[YLUG] symlinks

Alex Howells alex.howells at 0wn3d.us
Fri May 23 00:59:45 BST 2008


Hi Rob

> If I were to copy a directory in my /var/www folder to a new folder on
> the /home directory and then create a symbolic link from the /var/www
> folder to the new destination, can anyone see any issues with this?
> (awaits floodgates opening!)
>
> Basically my idea would be to do something along the lines of :-
>
> mkdir /home/www
> cp -pr /var/www/website /home/www/website
> ln -s /home/www/website /var/www/website
> mv /var/www/website /var/www/old_website (just in case it all goes
> wrong! I would delete this later)
>
> This approach "appears" to have worked with a silly test site and an old
> moodle site that I set up a while ago and all seems well. I just need
> convincing that Apache or MySQL isn't going to throw an obscure wobbler
> at these symbolic links. I have been very brave and moved all my current
> MySQL databases onto this drive and that has worked.

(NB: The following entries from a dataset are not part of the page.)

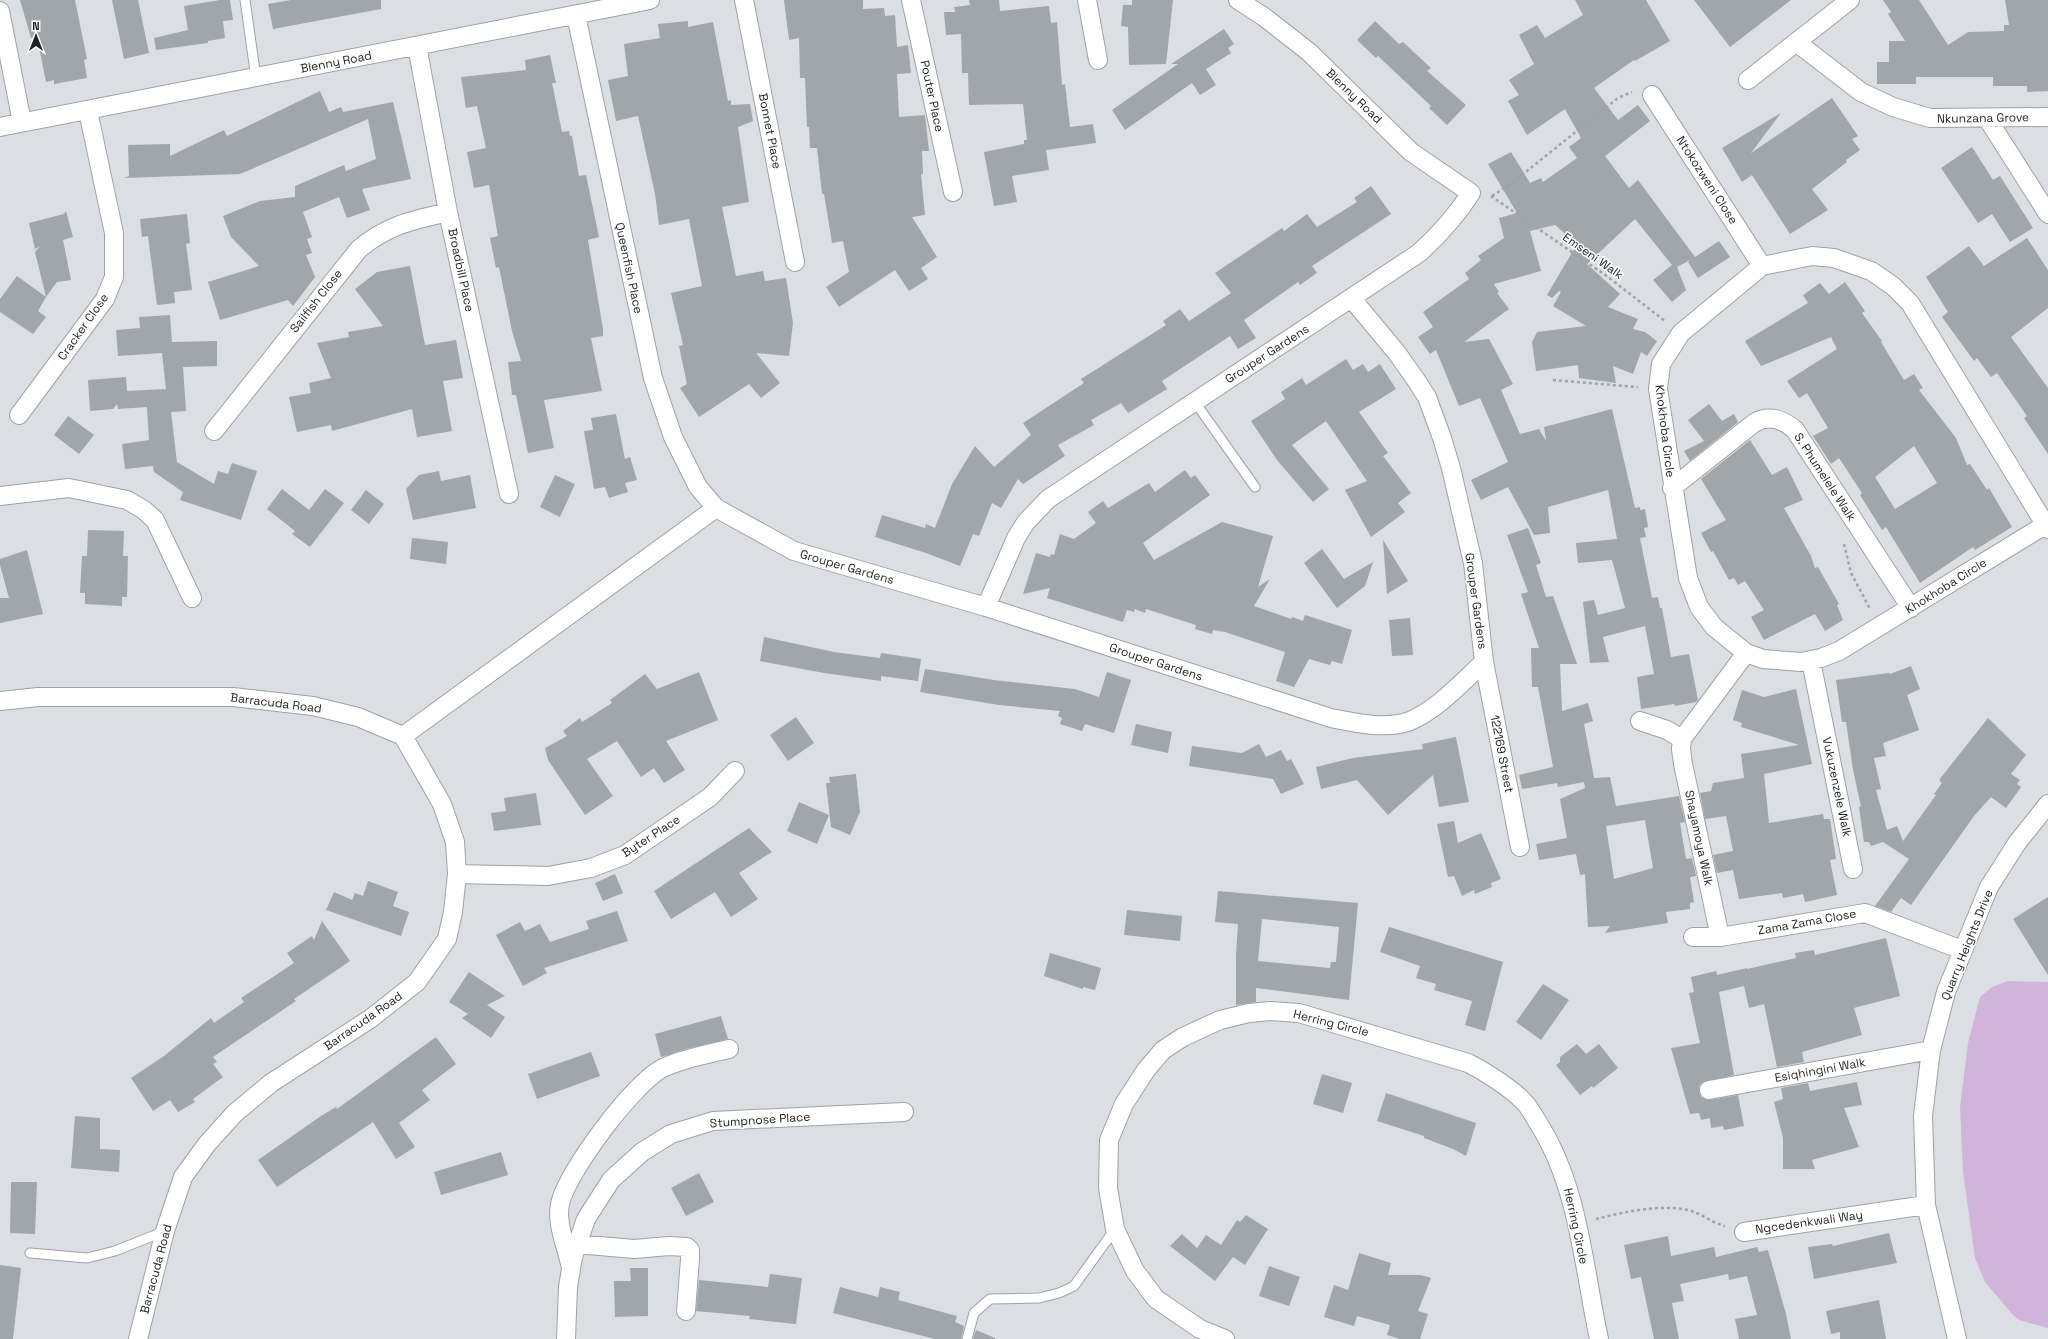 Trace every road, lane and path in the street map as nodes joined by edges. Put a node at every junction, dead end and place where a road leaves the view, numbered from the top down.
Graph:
1 (245, 0) edge
2 (650, 0) edge
3 (744, 0) edge
4 (911, 0) edge
5 (1087, 0) edge
6 (1238, 0) edge
7 (1850, 0) edge
8 (0, 11) edge
9 (576, 15) junction
10 (1796, 42) junction
11 (417, 46) junction
12 (1098, 60) dead end
13 (256, 78) junction
14 (1748, 80) dead end
15 (1652, 95) joint
16 (88, 111) junction
17 (2048, 117) edge
18 (1987, 118) junction
19 (22, 122) junction
20 (0, 127) edge
21 (953, 192) dead end
22 (1471, 193) junction
23 (1492, 196) junction
24 (448, 212) junction
25 (2048, 214) edge
26 (795, 262) dead end
27 (1762, 266) junction
28 (1352, 299) junction
29 (1681, 333) junction
30 (1553, 380) dead end
31 (1658, 389) junction
32 (1195, 402) junction
33 (19, 415) dead end
34 (214, 432) dead end
35 (1255, 487) dead end
36 (1672, 488) junction
37 (509, 494) dead end
38 (0, 496) edge
39 (716, 508) junction
40 (1846, 508) junction
41 (2047, 527) edge
42 (192, 598) dead end
43 (986, 607) junction
44 (1911, 608) junction
45 (1879, 628) junction
46 (1746, 654) junction
47 (1811, 661) junction
48 (1484, 662) junction
49 (0, 701) edge
50 (1640, 721) dead end
51 (403, 736) junction
52 (1682, 739) junction
53 (735, 771) dead end
54 (2048, 804) edge
55 (1520, 847) dead end
56 (1853, 869) dead end
57 (457, 874) junction
58 (1693, 937) dead end
59 (1720, 937) junction
60 (1962, 950) junction
61 (729, 1049) dead end
62 (1931, 1050) junction
63 (1708, 1090) dead end
64 (904, 1112) dead end
65 (1926, 1205) junction
66 (1578, 1223) junction
67 (1116, 1229) junction
68 (165, 1231) junction
69 (1744, 1232) joint
70 (577, 1244) junction
71 (30, 1253) dead end
72 (571, 1268) junction
73 (686, 1311) dead end
74 (138, 1339) edge
75 (566, 1339) edge
76 (967, 1339) edge
77 (1225, 1339) edge
78 (1599, 1339) edge
79 (1957, 1339) edge

1 - 13 lane
2 - 9 street, Blenny Road
3 - 26 street, Bonnet Place
4 - 21 street, Pouter Place
5 - 12 street
6 - 22 street, Blenny Road
7 - 10 street
8 - 19 street
9 - 11 street, Blenny Road
9 - 39 street, Queenfish Place
10 - 14 street
10 - 18 street, Nkunzana Grove
11 - 13 street, Blenny Road
11 - 24 street, Broadbill Place
13 - 16 street, Blenny Road
15 - 23 path
15 - 27 street, Ntokozweni Close
16 - 19 street, Blenny Road
16 - 33 street, Cracker Close
17 - 18 street, Nkunzana Grove
18 - 25 street
19 - 20 street, Blenny Road
22 - 23 path, Emseni Walk
22 - 28 street, Grouper Gardens
23 - 29 path, Emseni Walk
24 - 34 street, Sailfish Close
24 - 37 street, Broadbill Place
27 - 29 street, Khokhoba Circle
27 - 41 street, Khokhoba Circle
28 - 32 street, Grouper Gardens
28 - 48 street, Grouper Gardens
29 - 31 street, Khokhoba Circle
30 - 31 path
31 - 36 street, Khokhoba Circle
32 - 35 lane
32 - 43 street, Grouper Gardens
36 - 40 street, S. Phumelele Walk
36 - 46 street, Khokhoba Circle
38 - 42 street
39 - 43 street, Grouper Gardens
39 - 51 street
40 - 44 street, S. Phumelele Walk
40 - 45 path
41 - 44 street, Khokhoba Circle
43 - 48 street, Grouper Gardens
44 - 45 street, Khokhoba Circle
45 - 47 street, Khokhoba Circle
46 - 47 street, Khokhoba Circle
46 - 52 street
47 - 56 street, Vukuzenzele Walk
48 - 55 street, 122169 Street
49 - 51 street, Barracuda Road
50 - 52 street
51 - 57 street, Barracuda Road
52 - 59 street, Shayamoya Walk
53 - 57 street, Byter Place
54 - 60 street, Quarry Heights Drive
57 - 68 street, Barracuda Road
58 - 59 street, Zama Zama Close
59 - 60 street, Zama Zama Close
60 - 62 street, Quarry Heights Drive
61 - 72 street
62 - 63 street, Esiqhingini Walk
62 - 65 street, Quarry Heights Drive
64 - 70 street, Stumpnose Place
65 - 69 street, Ngcedenkwali Way
65 - 79 street, Quarry Heights Drive
66 - 67 street, Herring Circle
66 - 69 path, Ngcedenkwali Way
66 - 78 street, Herring Circle
67 - 76 lane
67 - 77 street, Herring Circle
68 - 71 lane
68 - 74 street, Barracuda Road
70 - 72 street, Stumpnose Place
70 - 73 street
72 - 75 street, Stumpnose Place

Um, I'd be tempted to not use symlinks at all actually -- keep your
relatively small /var partition to handle logs only and reconfigure
Apache and MySQL to use /home directly, for example:

    /home/auser
    /home/services/wwwroot
    /home/services/mysqlroot
    /home/theuser

For the Apache side of things you just need to change DocumentRoot and
update any <Directory> stanzas, and for the MySQL reconfiguration all
that is required is to adjust DATADIR unless I'm forgetting something
;)

Doing it via symlinks brings the possibility that extensions to PHP
such as suPHP, Suhosin and/or suExec might complain as they don't
handle symlinks particularly well ISTR... I've also seen cases where
symlinks get clobbered during a Apache/MySQL upgrade as Debian
GNU/Linux tends to assume /var/www and /var/lib/mysql are 'real'
directories. YMMV.

In short, do it properly and create a sensible directory structure
under /home then point your daemons at it.